# Big Flying Sub Aztek Dummy masks



## HabuHunter32 (Aug 22, 2009)

Has anyone used the Aztek Dummy Flying Sub set? What do you get? I have used the Aztek Dummy set for 2 of my 1/350 refit kits with great results but with the Flying Sub having such a simple exterior color scheme would I benefit from having them? This will be my 2nd big Flying Sub and with the first one it took a long time to mask for the stripes and I was wondering if this was an easier way to go? Let me know what you guys think.


----------



## falcondesigns (Oct 30, 2002)

I think that's the hardest part of the whole build......I masked them in three steps.


----------



## Lou Dalmaso (Jul 13, 2004)

H,
the masks are primarily for the hexagons on the floor, so you can paint it rather than cover it with Henry's speckled vinyl. (not that there's anything wrong with that)

the rear fins have particular curves to them that are also addressed in the set and there are mock turbine fins to use on engine inserts.

I include some thin strips for masking the main blue stripes because I find the vinyl is easier to contour and gives a cleaner edge than traditional painter's tape. there is enough included that a person wouldn't need to buy a whole roll of tamiya tape if they only wanted enough for this one kit.

I hope that answers your questions


----------



## HabuHunter32 (Aug 22, 2009)

Lou Dalmaso said:


> H,
> the masks are primarily for the hexagons on the floor, so you can paint it rather than cover it with Henry's speckled vinyl. (not that there's anything wrong with that)
> 
> the rear fins have particular curves to them that are also addressed in the set and there are mock turbine fins to use on engine inserts.
> ...


Thanks for the info Lou.
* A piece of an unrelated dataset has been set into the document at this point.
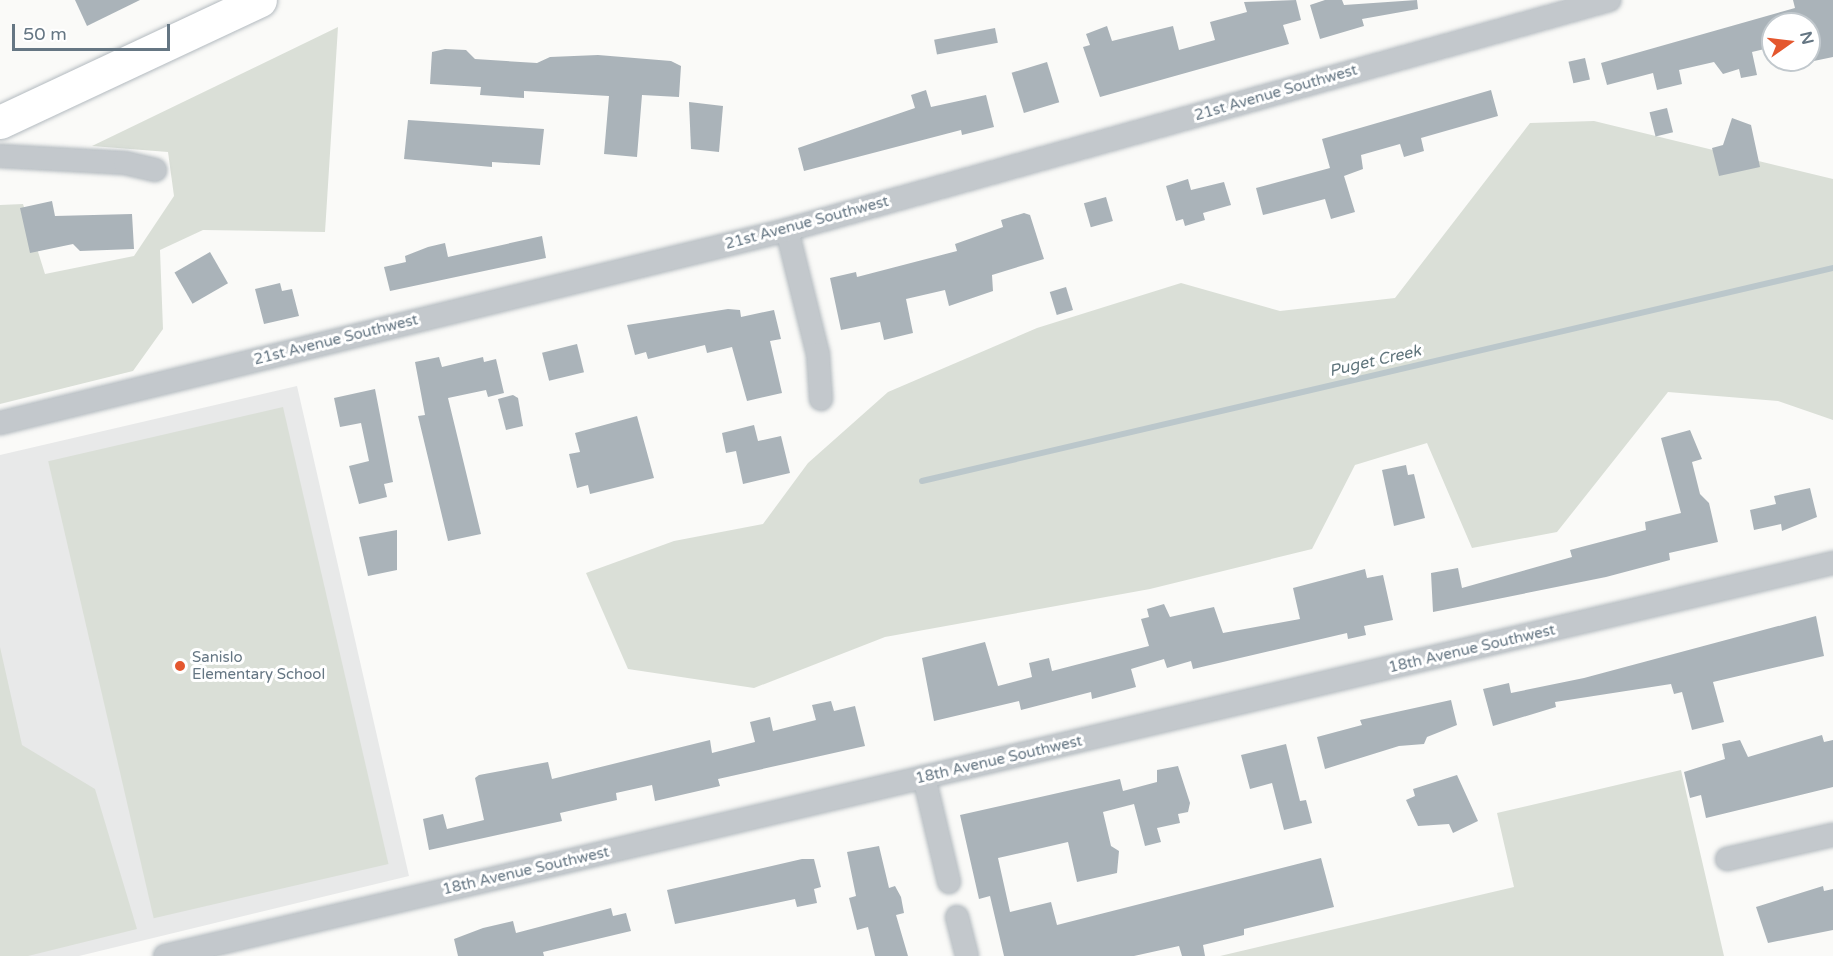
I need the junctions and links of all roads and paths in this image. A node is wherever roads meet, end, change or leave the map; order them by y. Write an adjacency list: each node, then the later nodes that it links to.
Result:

I think I'll order them from Steve at Culttvman and give them a try. Nothing ventured...nothing gained. Thanks again.


----------



## The-Nightsky (May 10, 2005)

Lou Dalmaso said:


> H,
> the masks are primarily for the hexagons on the floor, so you can paint it rather than cover it with Henry's speckled vinyl. (not that there's anything wrong with that)
> 
> the rear fins have particular curves to them that are also addressed in the set and there are mock turbine fins to use on engine inserts.
> ...


Wow Lou... That is very considerate.Seriously.


----------



## jbond (Aug 29, 2002)

I found the set very useful for the striping; I don't think I've ever masked Flying Sub stripes without some major disaster but it went off without a hitch with the aztec set...


----------



## AJ-1701 (May 10, 2008)

Like all the masks Lou does these IMHO are just as good. I really loved the extra turbine fans and as for masking off the bottom fins with the curve?? The vinyls are a godsend for those extra bits of detail:woohoo: I was able to use the hexes with some extra care on the to and bottom for masking off. HabuHunter32 you'll be glad you did and for those that are unsure grab a set there worth it. 

Cheers,

Alec. :wave:


----------



## HabuHunter32 (Aug 22, 2009)

AJ-1701 said:


> Like all the masks Lou does these IMHO are just as good. I really loved the extra turbine fans and as for masking off the bottom fins with the curve?? The vinyls are a godsend for those extra bits of detail:woohoo: I was able to use the hexes with some extra care on the to and bottom for masking off. HabuHunter32 you'll be glad you did and for those that are unsure grab a set there worth it.
> 
> Cheers,
> 
> Alec. :wave:


Thanks guys! I'll be ordering them for sure! Like I said i used the Aztek dummy set on 2 of my 1/350 refits with great results and the FS set should have been a no brainer! Duh!


----------



## HabuHunter32 (Aug 22, 2009)

I just ordered my Aztek Dummy Flying Sub set today from Steve at culttvman. I had to pay for my pre-order for the Tijuana Taxi and I figured why not kill two birds with one stone as they say. What a great time to be a modeler!


----------



## moebiusman (May 11, 2009)

hi, 

is there a way to combine the floor vinyl and paint the bottom for light leaks?
or is it ..one or the other. coz I am at that point with my build & I just ordered 
the Aztek Dummy set. any tips guys?


----------



## Tonyray (Jul 31, 2009)

I painted the floor yellow all but the center hex I painted it tan then used metal tape on it as a light block then used the floor vinyl and a EL sheet so it looks like this 










When you go to put the floor vinyl do the spray bottle with water and a few drops of dish soap it work great:thumbsup:


----------



## moebiusman (May 11, 2009)

Thanx Tonyray,
Your work is awsome. I am very new to these advanced tricks used by many of you.
I have many paint questions, does regular spray paint work on clear plastic floor? 
do I need to use a primer?
Metal tape ?
EL sheets , no idea where to look for them here in Canada. r they expensive?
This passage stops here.